# Task statement
Each record below should be repeated precisely as written.

(Data extracted from a collection)
::::::::

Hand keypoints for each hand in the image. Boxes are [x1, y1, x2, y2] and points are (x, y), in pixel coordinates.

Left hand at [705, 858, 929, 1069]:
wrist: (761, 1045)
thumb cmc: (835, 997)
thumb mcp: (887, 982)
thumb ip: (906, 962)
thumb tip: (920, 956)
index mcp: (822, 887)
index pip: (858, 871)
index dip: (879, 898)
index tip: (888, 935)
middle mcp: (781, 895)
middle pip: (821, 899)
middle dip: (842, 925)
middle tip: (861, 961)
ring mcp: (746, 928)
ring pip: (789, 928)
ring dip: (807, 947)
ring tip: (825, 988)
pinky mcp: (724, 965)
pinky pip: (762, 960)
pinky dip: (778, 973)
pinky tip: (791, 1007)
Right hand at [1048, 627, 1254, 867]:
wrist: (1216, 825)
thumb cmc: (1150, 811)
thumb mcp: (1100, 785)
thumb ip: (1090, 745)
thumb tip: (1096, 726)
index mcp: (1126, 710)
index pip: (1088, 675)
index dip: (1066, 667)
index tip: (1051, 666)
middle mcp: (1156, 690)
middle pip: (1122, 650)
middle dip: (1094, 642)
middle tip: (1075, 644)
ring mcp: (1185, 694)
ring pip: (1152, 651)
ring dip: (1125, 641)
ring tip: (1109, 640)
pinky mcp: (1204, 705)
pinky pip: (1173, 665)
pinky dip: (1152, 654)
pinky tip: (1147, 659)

::::::::

# Answer to the exercise
Hand keypoints for each hand in the image. Boxes are [x1, y1, x2, y2] and points are (x, y), in pixel coordinates.

Left hand at [705, 858, 929, 1069]:
wrist: (761, 1045)
thumb cmc: (835, 997)
thumb mcp: (887, 982)
thumb ip: (906, 962)
thumb tip: (920, 956)
index mcp: (822, 887)
index pip: (858, 871)
index dip: (879, 898)
index tip: (888, 935)
middle mcp: (781, 895)
middle pip: (821, 899)
middle dip: (842, 925)
middle tip: (861, 961)
ring mcp: (746, 928)
ring pip: (789, 928)
ring dip: (807, 947)
ring tip: (825, 988)
pinky mcp: (724, 965)
pinky pip: (762, 960)
pinky dip: (778, 973)
pinky tip: (791, 1007)
Right hand at [1048, 627, 1254, 867]:
wrist: (1216, 825)
thumb cmc: (1150, 811)
thumb mcp: (1100, 785)
thumb ip: (1090, 745)
thumb tip: (1096, 726)
index mcp: (1126, 710)
index pip: (1088, 675)
index dip: (1066, 667)
index tip: (1051, 666)
middle mcp: (1156, 690)
middle pip: (1122, 650)
middle dip: (1094, 642)
middle tip: (1075, 644)
ring mcp: (1185, 694)
ring pip: (1152, 651)
ring dip: (1125, 641)
ring tip: (1109, 640)
pinky mcp: (1204, 705)
pinky pip: (1173, 665)
pinky dip: (1152, 654)
pinky tip: (1147, 659)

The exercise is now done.